Oral insulin delivery by spatiotemporal polymeric Micelles: Existing Barriers, Status Quo and opportunities

Since the discovery of insulin, its parenteral use has been discouraged by the inadequacy of the treatment protocol such as action on non-target sites and liver-compromised effects. Eventually, this results in peripheral insulin resistance and immunogenicity. In contrast, oral insulin delivery has become a popular and well-accepted approach that enables hepatic insulin action via portal circulation to regulate glucose output. Indeed, such action is crucial for preserving glucose homeostasis. However, the primary challenge is associated with the gastrointestinal barrier. Polymeric micelles (PMs) formed from amphiphilic block copolymers (ABCs) specially designed for oral insulin using stimuli-responsive moieties, polysaccharide-based blocks, charge reversible blocks, etc. in the form of zwitterionic PMs, complex PMs, and dual/multi-responsive PMs can overcome the limitations. Their self-assembly at lower critical micelle concentration (0.1–1 µM) offers higher thermodynamic stability. Eventually, this makes them unique over other nanoparticles.

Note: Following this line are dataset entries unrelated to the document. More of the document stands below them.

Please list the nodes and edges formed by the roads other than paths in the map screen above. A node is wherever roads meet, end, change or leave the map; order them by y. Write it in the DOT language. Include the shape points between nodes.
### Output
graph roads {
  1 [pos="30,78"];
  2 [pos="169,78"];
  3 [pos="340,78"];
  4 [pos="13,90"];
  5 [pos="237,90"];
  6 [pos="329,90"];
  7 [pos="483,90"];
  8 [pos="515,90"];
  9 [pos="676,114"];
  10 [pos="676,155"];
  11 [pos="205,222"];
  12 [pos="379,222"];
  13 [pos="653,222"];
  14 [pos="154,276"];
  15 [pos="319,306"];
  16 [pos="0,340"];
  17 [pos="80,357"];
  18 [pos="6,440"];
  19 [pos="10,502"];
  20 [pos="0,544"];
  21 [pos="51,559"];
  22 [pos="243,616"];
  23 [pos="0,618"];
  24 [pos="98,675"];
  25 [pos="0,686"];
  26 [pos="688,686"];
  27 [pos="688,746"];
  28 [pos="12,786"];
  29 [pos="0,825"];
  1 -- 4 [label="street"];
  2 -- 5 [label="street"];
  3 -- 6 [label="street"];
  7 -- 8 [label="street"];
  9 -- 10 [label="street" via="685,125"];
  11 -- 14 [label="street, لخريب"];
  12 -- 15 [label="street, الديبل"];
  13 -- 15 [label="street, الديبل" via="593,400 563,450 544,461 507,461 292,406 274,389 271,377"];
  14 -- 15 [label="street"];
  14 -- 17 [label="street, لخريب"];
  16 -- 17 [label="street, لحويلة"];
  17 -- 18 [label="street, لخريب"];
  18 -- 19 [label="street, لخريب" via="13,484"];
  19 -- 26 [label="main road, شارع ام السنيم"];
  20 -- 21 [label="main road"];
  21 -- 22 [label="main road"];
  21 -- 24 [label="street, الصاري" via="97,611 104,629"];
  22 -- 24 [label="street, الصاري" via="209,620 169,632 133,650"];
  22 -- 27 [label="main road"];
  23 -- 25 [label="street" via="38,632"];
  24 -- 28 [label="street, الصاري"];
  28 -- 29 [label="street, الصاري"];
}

Thus, PMs harness the potential to improve the efficacy of insulin by providing ease of administration, controlled systemic exposure, prolonged residence time, and broad flexibility and tunability. However, toxicity and inadequate release are claimed to be major concerns for PMs. In this work, we have scrutinised the critical molecular features of ABCs influencing the physicochemical characteristics of PMs for spatiotemporal insulin release. Herein, we discuss key issues that restrict their translation to the clinical practice followed by opportunities that can be used to overcome the same for the success of oral insulin PMs.